SSc is generally considered to be a T-helper (Th) 2-dominant autoimmune disease. Serum levels of interleukin (IL)-4 and IL-13, representative Th2 cytokines, are significantly increased in patients with SSc compared to healthy individuals [8, 10, 20], whereas serum IL-4 level gradually decrease as skin sclerosis improves . By contrast, the serum level of IL-12, a Th1-inducing cytokine, is lower in the early phase of SSc than in healthy individuals but increases in the late phase of disease , suggesting that a shift from the Th2 to the Th1 response may be associated with improvement of SSc.

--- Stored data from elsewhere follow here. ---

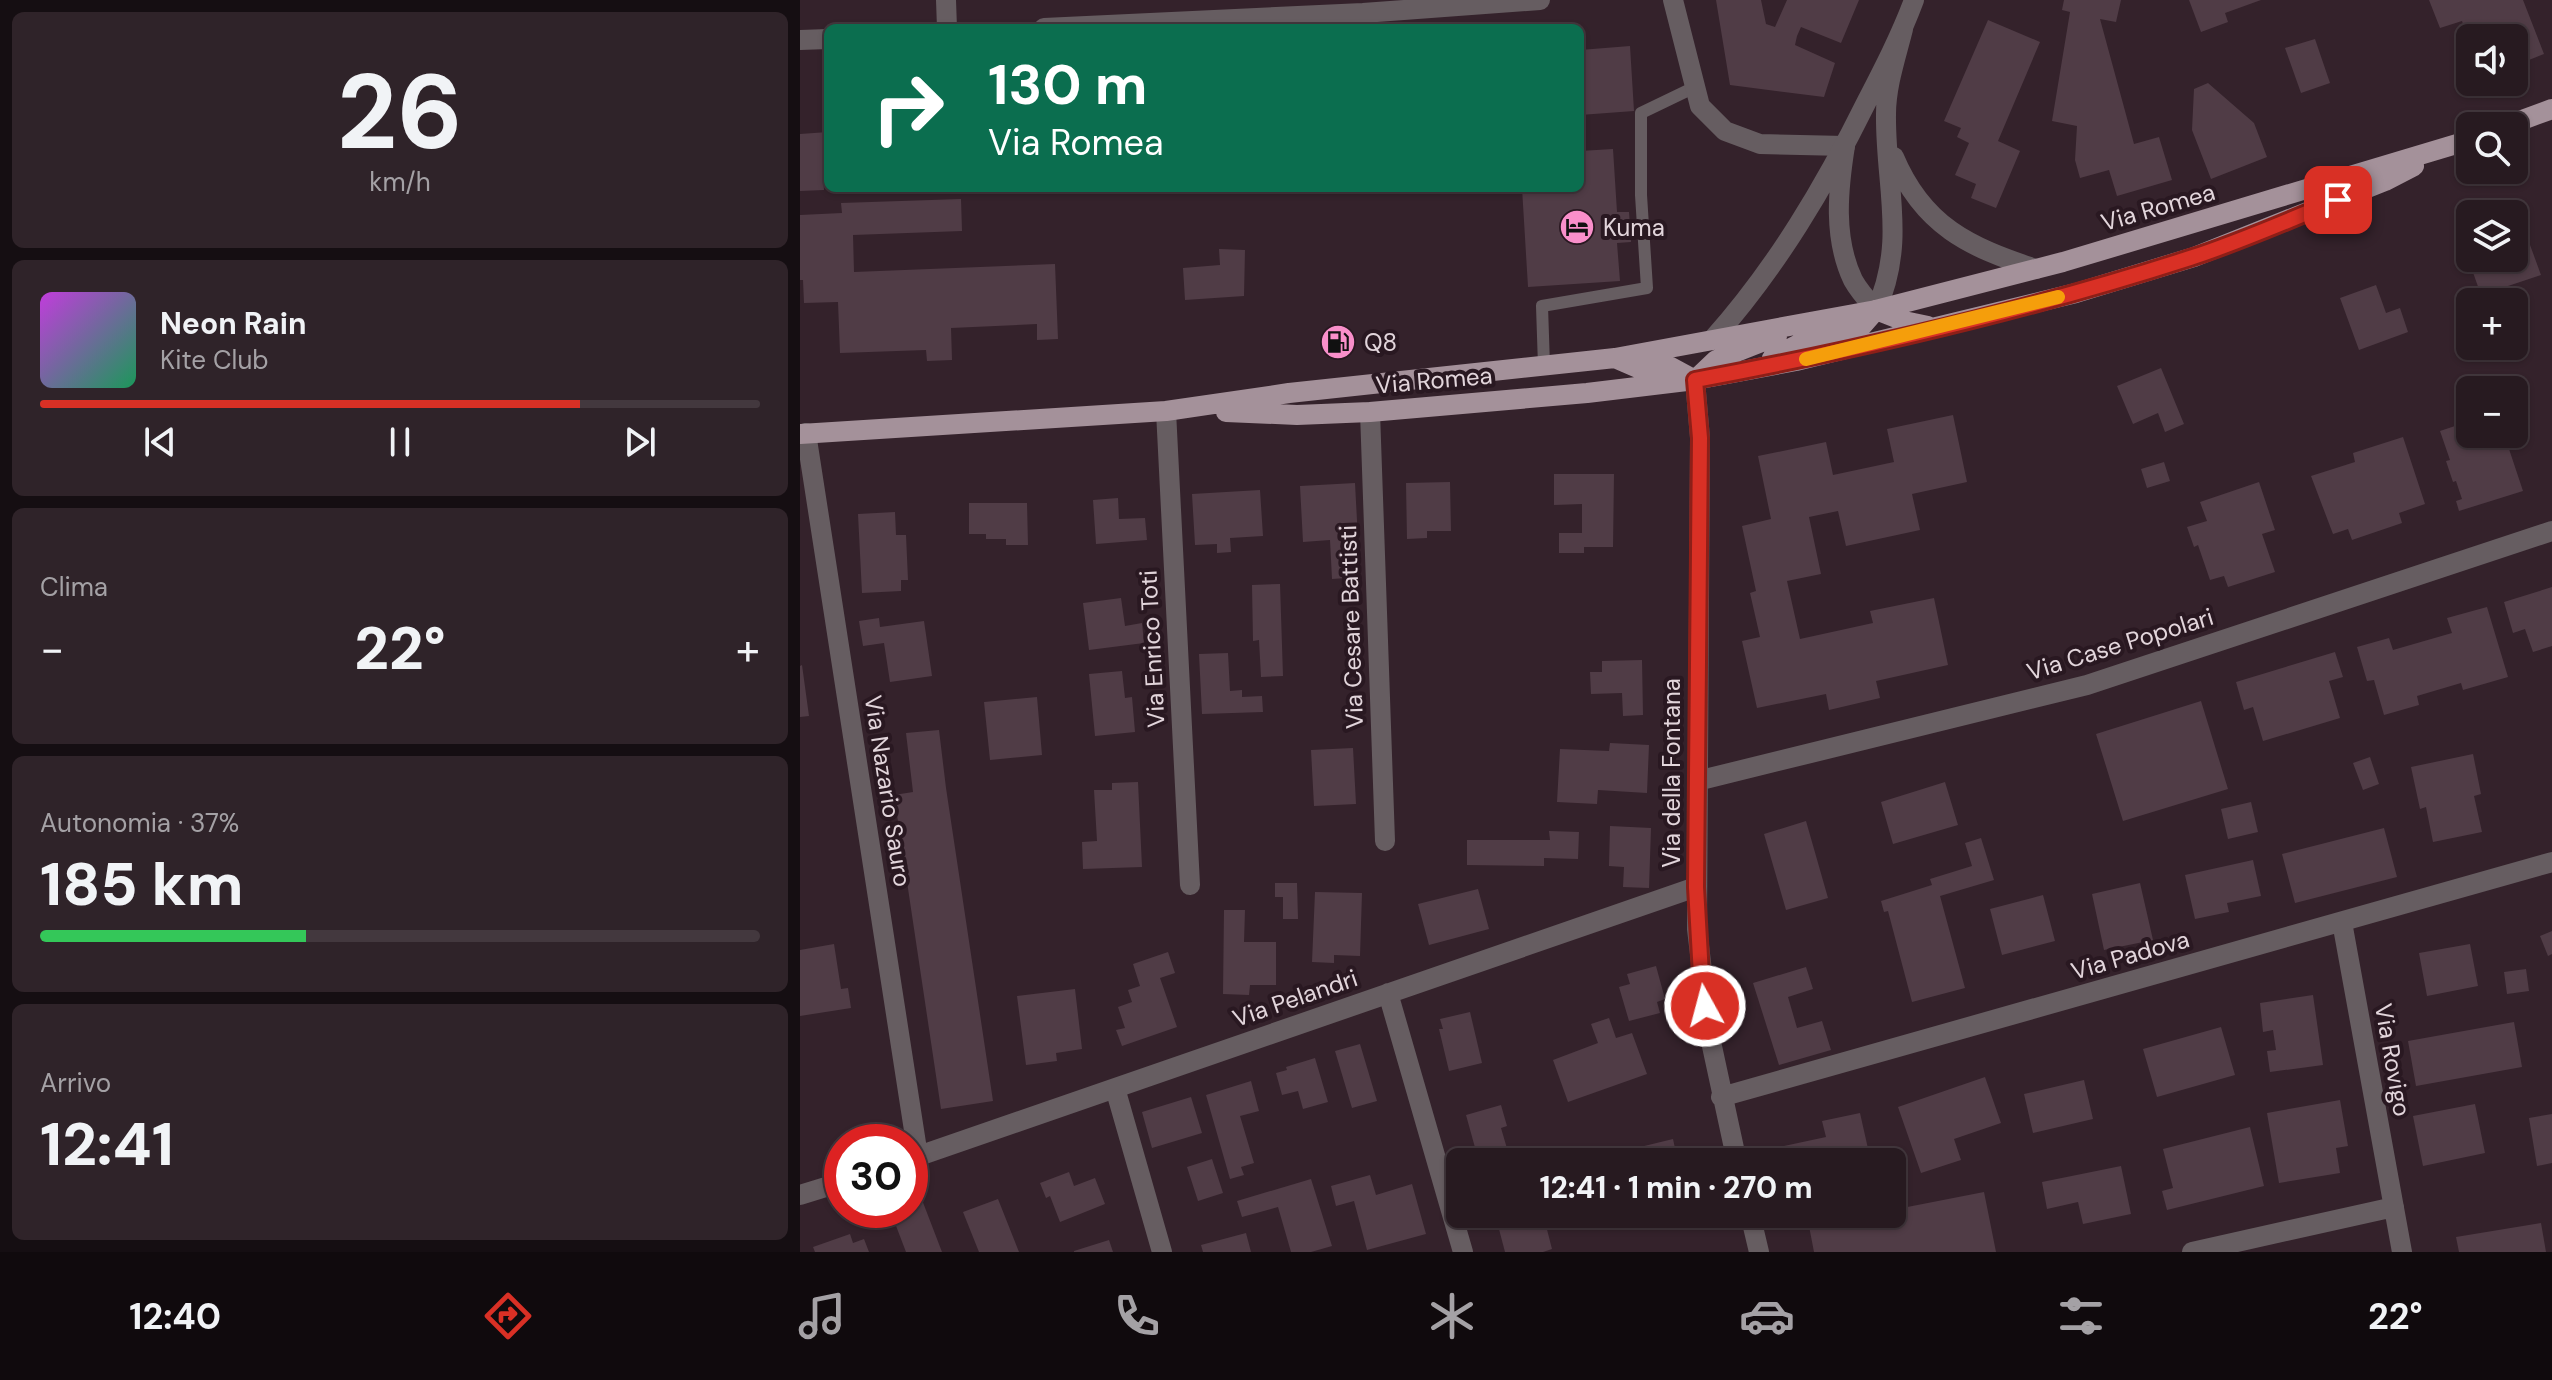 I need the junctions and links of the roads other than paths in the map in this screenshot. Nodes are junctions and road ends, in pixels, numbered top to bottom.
1 (946, 0) edge
2 (1540, 0) edge
3 (1673, 0) edge
4 (1914, 0) edge
5 (1362, 6) edge
6 (947, 24) edge
7 (1102, 24) edge
8 (1903, 29) junction
9 (824, 39) edge
10 (800, 40) edge
11 (1695, 87) junction
12 (2552, 109) edge
13 (2528, 118) edge
14 (1888, 142) junction
15 (2456, 145) edge
16 (1845, 146) junction
17 (2456, 146) edge
18 (2036, 269) junction
19 (1876, 310) junction
20 (1811, 322) junction
21 (1935, 328) junction
22 (1713, 339) junction
23 (1615, 358) junction
24 (1544, 366) junction
25 (1747, 370) junction
26 (1695, 380) junction
27 (1171, 410) junction
28 (1370, 412) junction
29 (803, 433) edge
30 (2552, 531) edge
31 (1697, 781) junction
32 (1385, 841) dead end
33 (2552, 862) edge
34 (1190, 885) dead end
35 (1696, 887) junction
36 (2342, 922) junction
37 (1388, 993) junction
38 (1115, 1088) junction
39 (1721, 1097) junction
40 (909, 1124) edge
41 (1734, 1148) edge
42 (928, 1153) edge
43 (824, 1188) edge
44 (800, 1195) edge
45 (2394, 1207) junction
46 (1753, 1228) edge
47 (1162, 1252) edge
48 (1463, 1252) edge
49 (1759, 1252) edge
50 (2192, 1252) edge
51 (2402, 1252) edge

1 - 6 street
2 - 5 street
3 - 11 street
4 - 8 street
5 - 7 street
8 - 14 street
8 - 16 street
9 - 10 street
11 - 16 street
11 - 24 lane
12 - 13 main road
14 - 18 street
14 - 19 street
15 - 18 main road, Via Romea
16 - 19 street
16 - 22 street
17 - 21 main road, Via Romea
18 - 19 main road, Via Romea
19 - 20 main road, Via Romea
19 - 21 main road, Via Romea
19 - 25 main road, Via Romea
20 - 22 main road, Via Romea
20 - 26 main road, Via Romea
21 - 25 main road, Via Romea
22 - 23 main road, Via Romea
22 - 26 main road
23 - 24 main road, Via Romea
23 - 26 main road, Via Romea
24 - 27 main road, Via Romea
25 - 26 main road, Via Romea
26 - 28 main road, Via Romea
26 - 31 street, Via della Fontana
27 - 28 main road, Via Romea
27 - 29 main road, Via Romea
27 - 34 street, Via Enrico Toti
28 - 32 street, Via Cesare Battisti
29 - 40 street, Via Nazario Sauro
30 - 31 street, Via Case Popolari
31 - 35 street, Via della Fontana
33 - 36 street, Via Padova
35 - 37 street, Via Pelandri
35 - 39 street, Via della Fontana
36 - 39 street, Via Padova
36 - 45 street, Via Rovigo
37 - 38 street, Via Pelandri
37 - 48 street
38 - 42 street, Via Pelandri
38 - 47 street
39 - 41 street, Via della Fontana
43 - 44 street
45 - 50 street
45 - 51 street, Via Rovigo
46 - 49 street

Previous studies have suggested that ICOS expression is stronger in Th2 cells than in Th1 cells [4, 18]. Furthermore, ICOS stimulation induces IL-4 production, and leads to Th2 polarization [18, 21]. Thus, increased sICOS and enhanced ICOS–ICOSL interaction may contribute to Th2 polarization in SSc. Further, studies are required to examine the association between enhanced ICOS and Th2 polarization in SSc.

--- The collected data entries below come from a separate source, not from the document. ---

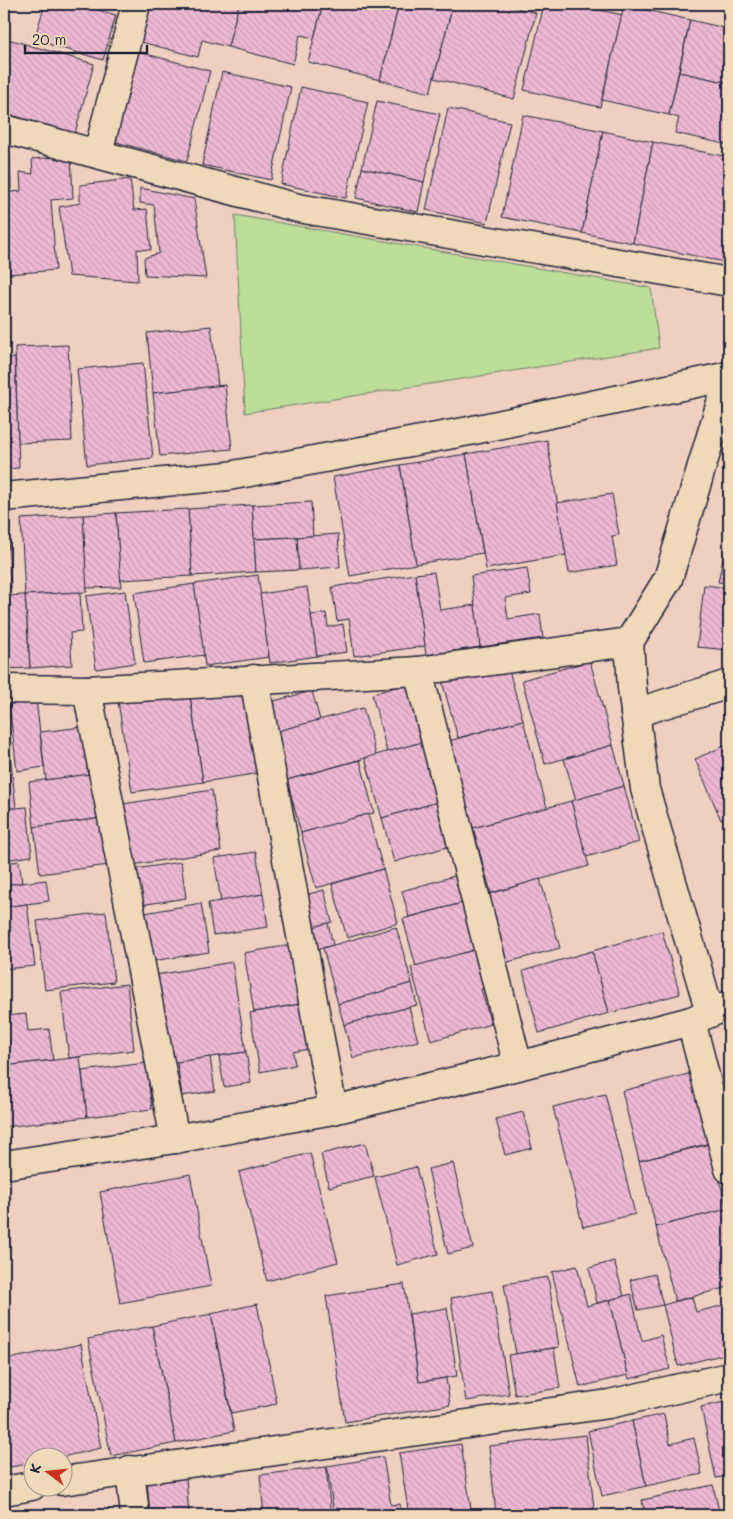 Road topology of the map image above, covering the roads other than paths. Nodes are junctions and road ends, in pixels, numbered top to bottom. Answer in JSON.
{"nodes":[{"id":1,"x":136,"y":4,"type":"edge"},
{"id":2,"x":4,"y":129,"type":"edge"},
{"id":3,"x":98,"y":153,"type":"junction"},
{"id":4,"x":729,"y":282,"type":"edge"},
{"id":5,"x":729,"y":376,"type":"edge"},
{"id":6,"x":4,"y":497,"type":"edge"},
{"id":7,"x":629,"y":642,"type":"junction"},
{"id":8,"x":418,"y":671,"type":"junction"},
{"id":9,"x":254,"y":679,"type":"junction"},
{"id":10,"x":729,"y":684,"type":"edge"},
{"id":11,"x":4,"y":690,"type":"edge"},
{"id":12,"x":87,"y":690,"type":"junction"},
{"id":13,"x":635,"y":713,"type":"junction"},
{"id":14,"x":710,"y":1013,"type":"edge"},
{"id":15,"x":518,"y":1066,"type":"junction"},
{"id":16,"x":333,"y":1110,"type":"junction"},
{"id":17,"x":175,"y":1139,"type":"junction"},
{"id":18,"x":4,"y":1166,"type":"edge"},
{"id":19,"x":729,"y":1169,"type":"edge"},
{"id":20,"x":729,"y":1377,"type":"edge"},
{"id":21,"x":130,"y":1470,"type":"junction"},
{"id":22,"x":72,"y":1479,"type":"edge"},
{"id":23,"x":22,"y":1488,"type":"edge"},
{"id":24,"x":4,"y":1491,"type":"edge"},
{"id":25,"x":135,"y":1515,"type":"edge"}],
"edges":[{"from":1,"to":3,"type":"street"},
{"from":2,"to":3,"type":"street"},
{"from":3,"to":4,"type":"street"},
{"from":5,"to":6,"type":"street"},
{"from":5,"to":7,"type":"street"},
{"from":7,"to":8,"type":"street"},
{"from":7,"to":13,"type":"street"},
{"from":8,"to":9,"type":"street"},
{"from":8,"to":15,"type":"street"},
{"from":9,"to":12,"type":"street"},
{"from":9,"to":16,"type":"street"},
{"from":10,"to":13,"type":"street"},
{"from":11,"to":12,"type":"street"},
{"from":12,"to":17,"type":"street"},
{"from":13,"to":14,"type":"street"},
{"from":14,"to":15,"type":"street"},
{"from":14,"to":19,"type":"street"},
{"from":15,"to":16,"type":"street"},
{"from":16,"to":17,"type":"street"},
{"from":17,"to":18,"type":"street"},
{"from":20,"to":21,"type":"street"},
{"from":21,"to":22,"type":"street"},
{"from":21,"to":25,"type":"street"},
{"from":23,"to":24,"type":"street"}]}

Follicular helper T cells express high levels of ICOS . These cells localize to the B-cell follicles in secondary lymphoid organs, and provide cognate help to B-cells, which constitutively express ICOSL, leading to somatic hypermutation, immunoglobulin class switching, and germinal center formation [2, 31]. ICOS or ICOSL deficiency results in decreased numbers of follicular helper T cells, impaired germinal center formation, and diminished T cell-dependent Ab response [1, 16, 19]. Autoantibodies are found in more than 90 % of patients with SSc, and these autoantibodies react to various intracellular components such as DNA topoisomerase I, centromeres, RNA polymerases, U1RNP, and U3RNP . Hypergammaglobulinemia and polyclonal B-cell hyperactivity have been detected in patients with SSc . Moreover, serum anti-topoisomerase I Ab levels correlate positively with disease severity and activity in patients with SSc . Therefore, ICOS–ICOSL interaction between follicular helper T cells and B-cells in secondary lymphoid organs may be enhanced in patients with SSc, leading to increased serum sICOS levels. Further studies are needed to clarify the role of ICOS-expressing follicular helper T cells in SSc.

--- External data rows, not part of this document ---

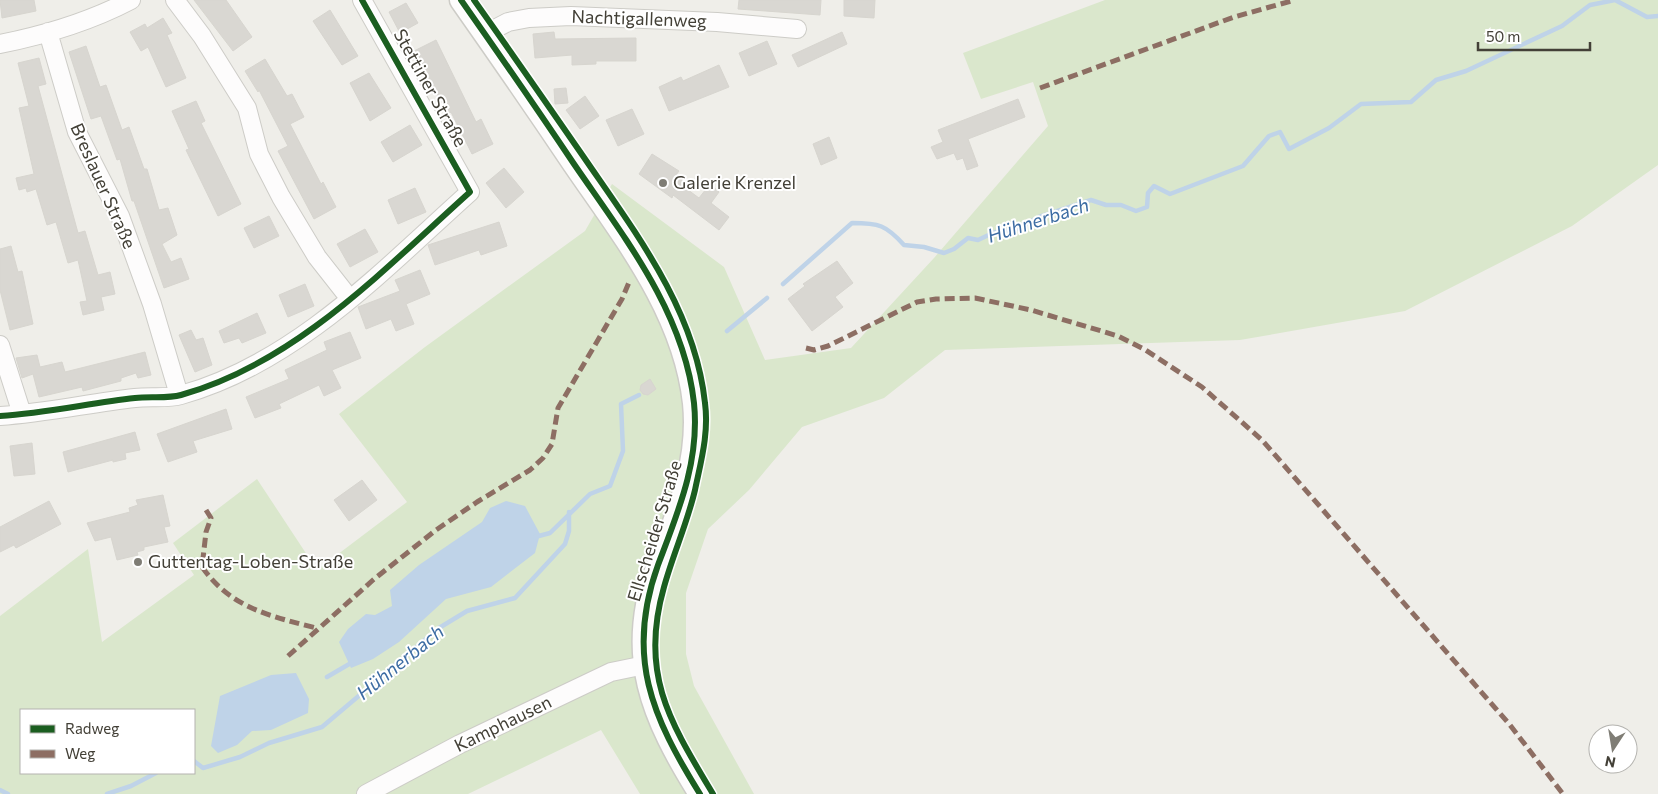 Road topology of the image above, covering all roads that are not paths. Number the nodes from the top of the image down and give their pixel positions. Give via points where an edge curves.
1 (131, 0) edge
2 (175, 0) edge
3 (362, 0) edge
4 (461, 0) edge
5 (797, 29) dead end
6 (48, 32) junction
7 (485, 34) junction
8 (0, 44) edge
9 (350, 298) junction
10 (0, 345) edge
11 (179, 395) junction
12 (22, 414) junction
13 (0, 416) edge
14 (645, 665) junction
15 (366, 794) edge
16 (700, 794) edge

1 - 6 street
2 - 9 street via 247,108 259,154 281,197 318,257
3 - 9 street, Stettiner Straße via 470,192
4 - 7 street, Ellscheider Straße
5 - 7 street, Nachtigallenweg via 571,16 508,22
6 - 8 street
6 - 11 street, Breslauer Straße via 77,132 120,216 152,304
7 - 14 street, Ellscheider Straße via 642,265 667,311 687,366 695,417 692,462 683,499 652,584 644,632
9 - 11 street via 286,345 258,361 225,378
10 - 12 street
11 - 12 street
12 - 13 street
14 - 15 street, Kamphausen via 611,672 460,744
14 - 16 street, Ellscheider Straße via 660,724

There are several limitations of the present study that should be considered. First, the population was relatively small; a larger study is essential to confirm our results. Second, because all patients with SSc and healthy individuals in the present study were Japanese, additional studies are needed to verify these findings in other ethnic groups. Third, the precise mechanism by which ICOS contributes to the pathogenesis of SSc has not been clarified. Forth, mRSS values in patients with SSc and normal sICOS level were relatively low. There might be a bias in the selection of patients. Fifth, we have assessed the severity of skin fibrosis only by mRSS. Further studies evaluating skin fibrosis by quantifying the hydroxyproline content in the lesional skin is required. Nevertheless, our findings suggest that the measurement of sICOS in patients with SSc may offer an important means for further evaluation of SSc disease severity.
This work was supported by a grant for Research on Intractable Diseases from the Ministry of Health, Labor and Welfare of Japan.
Conflict of interest
The authors have no conflicts of interest.